Daddy Was a Thief Review
Take one part endless runner, one part Ice Climbers, toss them in a tumbler with a nifty interface, good music and visual design, and you pretty much have Daddy Was a Thief. However, the resulting mixture is not exactly a finely crafted cocktail. It’s more like something Homer would make for breakfast. Much like those moon waffles, Daddy Was a Thief offers a tasty first bite, but that’s about all you can manage before it becomes a bit too much.
Daddy Was a Thief’s story opens with dad losing his job and taking matters into his own hands. After consulting a Robbery For Dummies book, he decides that he’s ready to take his most valuable, uh, asset out with him to do some bank robbing. The game starts with daddy crashing through the roof on top of a bank taking a leap of faith over to the nearest building to make his escape.
How does he accomplish this? With that big ‘ol dad butt of his! In order to stay out of jail, you must mash through the endless floors of a giant tower, collecting riches along the way and dodging all manner of obstacles as the police pursue you.

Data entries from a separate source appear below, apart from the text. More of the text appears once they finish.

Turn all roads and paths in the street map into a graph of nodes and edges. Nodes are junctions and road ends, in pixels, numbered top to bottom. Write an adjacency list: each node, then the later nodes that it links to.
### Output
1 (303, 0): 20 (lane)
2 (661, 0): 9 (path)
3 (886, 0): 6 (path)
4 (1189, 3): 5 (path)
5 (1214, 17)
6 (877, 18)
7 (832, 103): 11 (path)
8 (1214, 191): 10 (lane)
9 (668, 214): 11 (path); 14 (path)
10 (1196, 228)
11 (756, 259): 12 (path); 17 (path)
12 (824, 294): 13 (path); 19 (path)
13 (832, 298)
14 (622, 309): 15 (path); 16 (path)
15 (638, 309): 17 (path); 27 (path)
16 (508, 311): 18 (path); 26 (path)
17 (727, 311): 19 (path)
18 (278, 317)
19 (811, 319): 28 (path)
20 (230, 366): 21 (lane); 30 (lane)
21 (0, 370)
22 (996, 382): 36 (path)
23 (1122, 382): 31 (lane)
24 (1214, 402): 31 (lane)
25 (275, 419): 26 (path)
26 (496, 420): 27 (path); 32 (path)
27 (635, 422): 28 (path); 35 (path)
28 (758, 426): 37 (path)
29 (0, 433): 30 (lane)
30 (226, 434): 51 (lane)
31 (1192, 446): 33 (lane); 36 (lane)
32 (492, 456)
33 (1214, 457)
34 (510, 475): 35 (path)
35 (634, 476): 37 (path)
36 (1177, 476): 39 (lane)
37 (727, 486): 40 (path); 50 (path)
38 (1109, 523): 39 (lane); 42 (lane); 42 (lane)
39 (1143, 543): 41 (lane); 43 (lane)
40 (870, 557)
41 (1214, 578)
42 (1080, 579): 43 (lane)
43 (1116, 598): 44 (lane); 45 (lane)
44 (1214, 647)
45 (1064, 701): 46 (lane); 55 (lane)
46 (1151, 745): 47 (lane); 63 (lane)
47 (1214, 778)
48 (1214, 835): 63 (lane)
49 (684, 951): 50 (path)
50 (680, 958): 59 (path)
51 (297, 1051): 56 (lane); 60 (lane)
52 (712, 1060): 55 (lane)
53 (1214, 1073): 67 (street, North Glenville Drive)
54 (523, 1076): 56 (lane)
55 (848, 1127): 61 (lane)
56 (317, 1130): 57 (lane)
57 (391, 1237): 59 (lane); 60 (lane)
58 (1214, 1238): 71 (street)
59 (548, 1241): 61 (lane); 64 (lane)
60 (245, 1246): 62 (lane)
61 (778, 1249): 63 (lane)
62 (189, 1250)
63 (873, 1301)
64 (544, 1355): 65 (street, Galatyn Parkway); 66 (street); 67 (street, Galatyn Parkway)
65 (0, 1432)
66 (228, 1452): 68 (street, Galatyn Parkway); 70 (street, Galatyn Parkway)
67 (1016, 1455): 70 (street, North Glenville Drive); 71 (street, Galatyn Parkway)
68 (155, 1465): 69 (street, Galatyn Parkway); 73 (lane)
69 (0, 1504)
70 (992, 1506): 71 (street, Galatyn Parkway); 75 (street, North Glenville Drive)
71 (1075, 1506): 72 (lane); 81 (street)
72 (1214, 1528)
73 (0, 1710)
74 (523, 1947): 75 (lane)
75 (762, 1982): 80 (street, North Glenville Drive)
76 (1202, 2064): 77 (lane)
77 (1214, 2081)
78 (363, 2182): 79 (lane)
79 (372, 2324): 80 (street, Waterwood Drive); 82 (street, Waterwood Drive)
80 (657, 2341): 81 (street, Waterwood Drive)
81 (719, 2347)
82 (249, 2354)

That’s the basic goal in Daddy Was a Thief. It’s kind of like an inverse version of Ice Climbers, with you having to maneuver your way down with well-timed swipes. You can also swipe up and to the sides to jump and avoid obstacles on each floor. The dangers increase in size and hilarity the further down you go, with one of the highlights being a shrink ray that miniaturizes you into a tiny little fat man.
I liked all the wackiness of the items that you use along your way. They had a looseness and freedom that reminded me of some of the effortless silliness of Toejam and Earl. Every now and then you will hit a “Casino Floor” which bounces your masked fat man off a bunch of game table bumpers and you must collect as many green orbs as possible in order to get rewarded with money you can later spend on upgrades. It feels like you’re playing old levels of Sonic the Hedgehog all over again. Only with a portly robber that looks like Peter Griffin.
But it doesn’t take too long before that wears off and you realize that everything in this game you will experience in one or two rounds. After that, it’s pretty much a repeat, which is disappointing considering there’s some polish to everything else.
I liked how slick the interface happened to be, along with the goofiness of the music. But that didn’t last long for me since the challenge of trying to stay alive wasn’t that high. I’m all for repetitive gameplay, but it has to be hard enough and addictive enough to warrant it.
Perhaps because I was reminded of Toejam and Earl and hoped this would be more like that classic game, or maybe because I’m just overloaded on all these endless runner titles. Whatever the reason, I found that I had no patience for yet another game with a shop that I can visit in-between rounds where I can spend collected coins on upgradable items. I might be taking an unfair stance here, but when I saw that Daddy Was a Thief had this feature, I didn’t even bother exploring.
I had a bit of fun with Daddy Was a Thief. But in the end, it ended up feeling pretty thin, when it could have been a fuller title overall. It feels like Cezary Rajkowski and Rebel Twins missed the mark with this one. Or, more accurately, they were on target, but just couldn’t hit the bullseye.